- _Your assignment_:
Quote the data exactly, first line to the line containing "Please list the", with no pictures.

- _Data shown_:
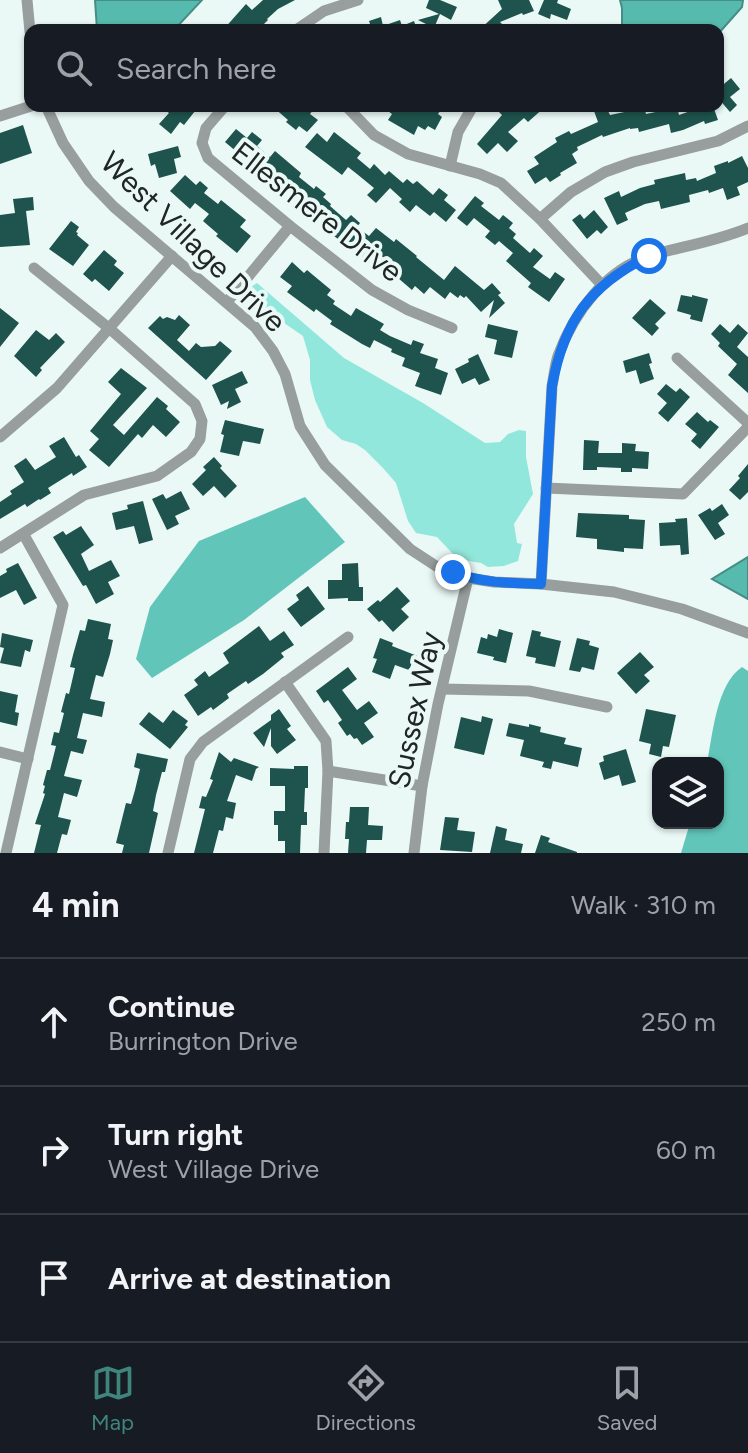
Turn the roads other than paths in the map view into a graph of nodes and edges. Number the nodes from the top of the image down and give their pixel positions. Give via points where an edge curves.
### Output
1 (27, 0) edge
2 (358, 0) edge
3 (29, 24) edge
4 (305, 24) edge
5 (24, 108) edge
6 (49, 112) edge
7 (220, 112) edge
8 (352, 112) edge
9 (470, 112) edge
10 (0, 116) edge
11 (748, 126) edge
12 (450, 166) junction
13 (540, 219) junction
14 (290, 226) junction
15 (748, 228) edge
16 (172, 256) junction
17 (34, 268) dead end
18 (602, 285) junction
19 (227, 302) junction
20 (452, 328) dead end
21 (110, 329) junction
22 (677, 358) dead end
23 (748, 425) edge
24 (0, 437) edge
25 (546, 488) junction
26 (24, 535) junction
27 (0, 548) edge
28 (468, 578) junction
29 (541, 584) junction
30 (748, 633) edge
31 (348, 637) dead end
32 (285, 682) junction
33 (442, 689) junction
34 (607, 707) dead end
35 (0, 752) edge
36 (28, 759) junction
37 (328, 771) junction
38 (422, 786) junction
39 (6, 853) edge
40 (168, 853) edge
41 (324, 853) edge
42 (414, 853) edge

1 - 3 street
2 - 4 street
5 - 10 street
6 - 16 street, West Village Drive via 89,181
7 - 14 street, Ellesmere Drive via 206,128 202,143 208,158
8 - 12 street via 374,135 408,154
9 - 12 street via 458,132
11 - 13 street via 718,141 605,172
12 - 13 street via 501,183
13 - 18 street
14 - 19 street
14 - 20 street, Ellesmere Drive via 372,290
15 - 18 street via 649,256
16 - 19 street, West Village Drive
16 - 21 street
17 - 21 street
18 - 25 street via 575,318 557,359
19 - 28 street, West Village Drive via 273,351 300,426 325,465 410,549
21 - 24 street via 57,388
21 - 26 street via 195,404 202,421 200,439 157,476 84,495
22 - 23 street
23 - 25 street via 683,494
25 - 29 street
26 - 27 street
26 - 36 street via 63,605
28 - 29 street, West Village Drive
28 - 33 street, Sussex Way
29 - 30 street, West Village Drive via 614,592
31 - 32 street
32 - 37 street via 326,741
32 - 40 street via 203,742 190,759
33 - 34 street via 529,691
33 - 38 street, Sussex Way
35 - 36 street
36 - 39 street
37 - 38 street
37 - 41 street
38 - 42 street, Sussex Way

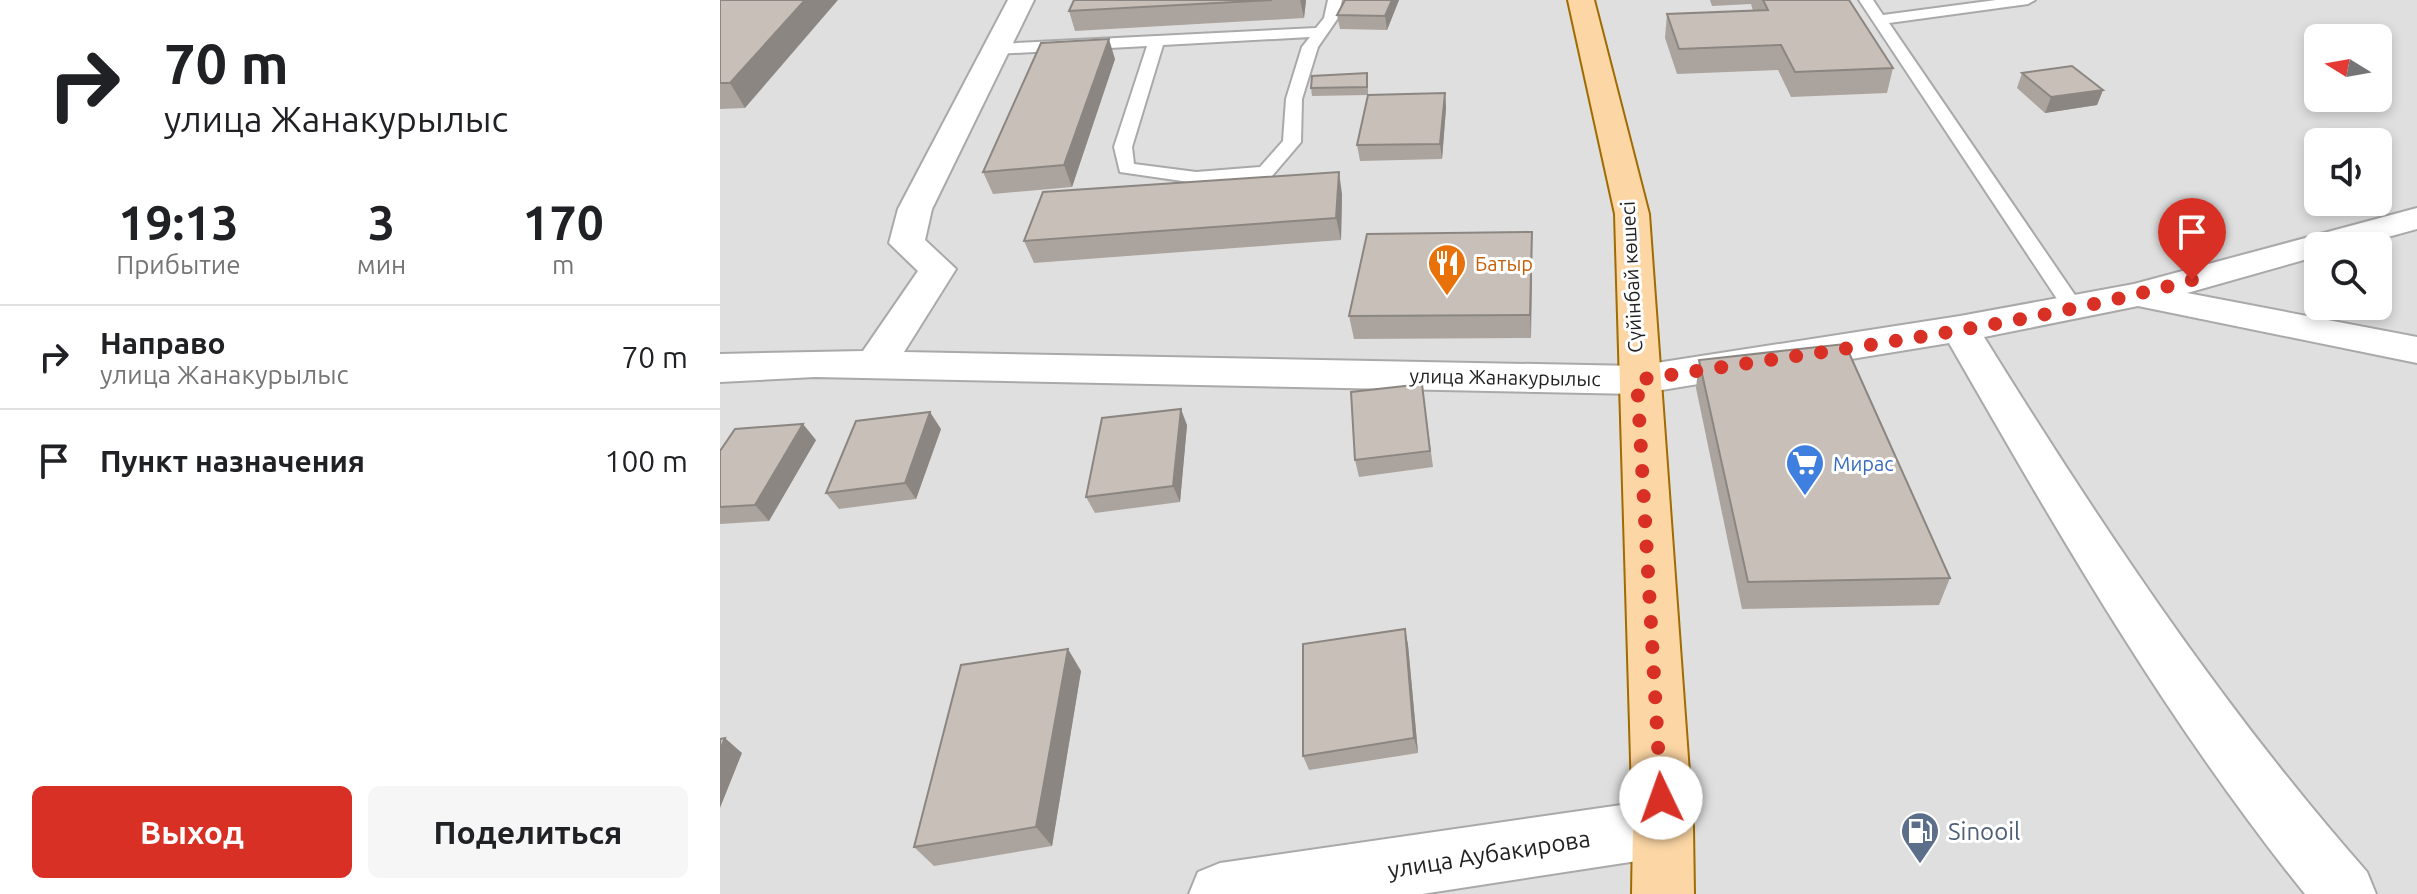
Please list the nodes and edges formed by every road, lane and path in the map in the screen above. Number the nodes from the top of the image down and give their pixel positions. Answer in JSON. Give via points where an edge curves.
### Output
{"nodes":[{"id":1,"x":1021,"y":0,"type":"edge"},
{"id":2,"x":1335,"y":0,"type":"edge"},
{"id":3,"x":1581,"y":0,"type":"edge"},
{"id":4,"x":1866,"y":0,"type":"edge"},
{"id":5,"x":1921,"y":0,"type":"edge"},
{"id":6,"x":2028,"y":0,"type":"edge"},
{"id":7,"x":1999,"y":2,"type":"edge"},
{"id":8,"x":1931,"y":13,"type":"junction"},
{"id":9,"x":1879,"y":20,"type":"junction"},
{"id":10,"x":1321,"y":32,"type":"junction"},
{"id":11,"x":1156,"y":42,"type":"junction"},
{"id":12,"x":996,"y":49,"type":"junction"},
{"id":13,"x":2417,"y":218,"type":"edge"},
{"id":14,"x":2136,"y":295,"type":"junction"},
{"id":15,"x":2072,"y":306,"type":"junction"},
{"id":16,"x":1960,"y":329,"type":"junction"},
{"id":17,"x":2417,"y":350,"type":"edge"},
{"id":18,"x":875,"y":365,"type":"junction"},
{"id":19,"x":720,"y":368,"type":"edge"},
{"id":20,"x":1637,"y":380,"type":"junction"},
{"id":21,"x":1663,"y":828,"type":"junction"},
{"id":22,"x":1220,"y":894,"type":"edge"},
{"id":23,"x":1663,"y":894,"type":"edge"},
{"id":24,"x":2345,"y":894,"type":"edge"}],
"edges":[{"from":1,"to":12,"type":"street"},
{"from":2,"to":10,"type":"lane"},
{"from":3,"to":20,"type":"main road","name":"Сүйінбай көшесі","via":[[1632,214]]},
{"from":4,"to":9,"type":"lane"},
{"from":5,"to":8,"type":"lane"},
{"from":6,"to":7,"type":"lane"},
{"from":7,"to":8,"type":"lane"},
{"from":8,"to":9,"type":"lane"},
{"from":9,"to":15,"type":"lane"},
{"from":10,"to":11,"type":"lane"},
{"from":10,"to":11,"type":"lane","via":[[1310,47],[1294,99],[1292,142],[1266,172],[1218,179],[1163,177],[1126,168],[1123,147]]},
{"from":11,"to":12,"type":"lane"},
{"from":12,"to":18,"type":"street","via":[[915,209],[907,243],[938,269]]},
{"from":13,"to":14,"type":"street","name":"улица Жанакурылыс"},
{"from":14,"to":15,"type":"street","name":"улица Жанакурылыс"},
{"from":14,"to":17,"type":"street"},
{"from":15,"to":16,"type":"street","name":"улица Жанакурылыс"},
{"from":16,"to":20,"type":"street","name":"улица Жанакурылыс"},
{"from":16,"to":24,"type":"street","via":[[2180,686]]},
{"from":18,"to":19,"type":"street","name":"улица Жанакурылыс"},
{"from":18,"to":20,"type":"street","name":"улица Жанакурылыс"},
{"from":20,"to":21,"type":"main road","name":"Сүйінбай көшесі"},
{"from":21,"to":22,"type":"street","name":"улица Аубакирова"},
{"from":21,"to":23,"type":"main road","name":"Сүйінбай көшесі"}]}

- _Answer space_:
Turn the roads other than paths in the map view into a graph of nodes and edges. Number the nodes from the top of the image down and give their pixel positions. Give via points where an edge curves.
### Output
1 (27, 0) edge
2 (358, 0) edge
3 (29, 24) edge
4 (305, 24) edge
5 (24, 108) edge
6 (49, 112) edge
7 (220, 112) edge
8 (352, 112) edge
9 (470, 112) edge
10 (0, 116) edge
11 (748, 126) edge
12 (450, 166) junction
13 (540, 219) junction
14 (290, 226) junction
15 (748, 228) edge
16 (172, 256) junction
17 (34, 268) dead end
18 (602, 285) junction
19 (227, 302) junction
20 (452, 328) dead end
21 (110, 329) junction
22 (677, 358) dead end
23 (748, 425) edge
24 (0, 437) edge
25 (546, 488) junction
26 (24, 535) junction
27 (0, 548) edge
28 (468, 578) junction
29 (541, 584) junction
30 (748, 633) edge
31 (348, 637) dead end
32 (285, 682) junction
33 (442, 689) junction
34 (607, 707) dead end
35 (0, 752) edge
36 (28, 759) junction
37 (328, 771) junction
38 (422, 786) junction
39 (6, 853) edge
40 (168, 853) edge
41 (324, 853) edge
42 (414, 853) edge

1 - 3 street
2 - 4 street
5 - 10 street
6 - 16 street, West Village Drive via 89,181
7 - 14 street, Ellesmere Drive via 206,128 202,143 208,158
8 - 12 street via 374,135 408,154
9 - 12 street via 458,132
11 - 13 street via 718,141 605,172
12 - 13 street via 501,183
13 - 18 street
14 - 19 street
14 - 20 street, Ellesmere Drive via 372,290
15 - 18 street via 649,256
16 - 19 street, West Village Drive
16 - 21 street
17 - 21 street
18 - 25 street via 575,318 557,359
19 - 28 street, West Village Drive via 273,351 300,426 325,465 410,549
21 - 24 street via 57,388
21 - 26 street via 195,404 202,421 200,439 157,476 84,495
22 - 23 street
23 - 25 street via 683,494
25 - 29 street
26 - 27 street
26 - 36 street via 63,605
28 - 29 street, West Village Drive
28 - 33 street, Sussex Way
29 - 30 street, West Village Drive via 614,592
31 - 32 street
32 - 37 street via 326,741
32 - 40 street via 203,742 190,759
33 - 34 street via 529,691
33 - 38 street, Sussex Way
35 - 36 street
36 - 39 street
37 - 38 street
37 - 41 street
38 - 42 street, Sussex Way

Please list the nodes and edges formed by every road, lane and path in the map in the screen above. Number the nodes from the top of the image down and give their pixel positions. Answer in JSON. Give via points where an edge curves.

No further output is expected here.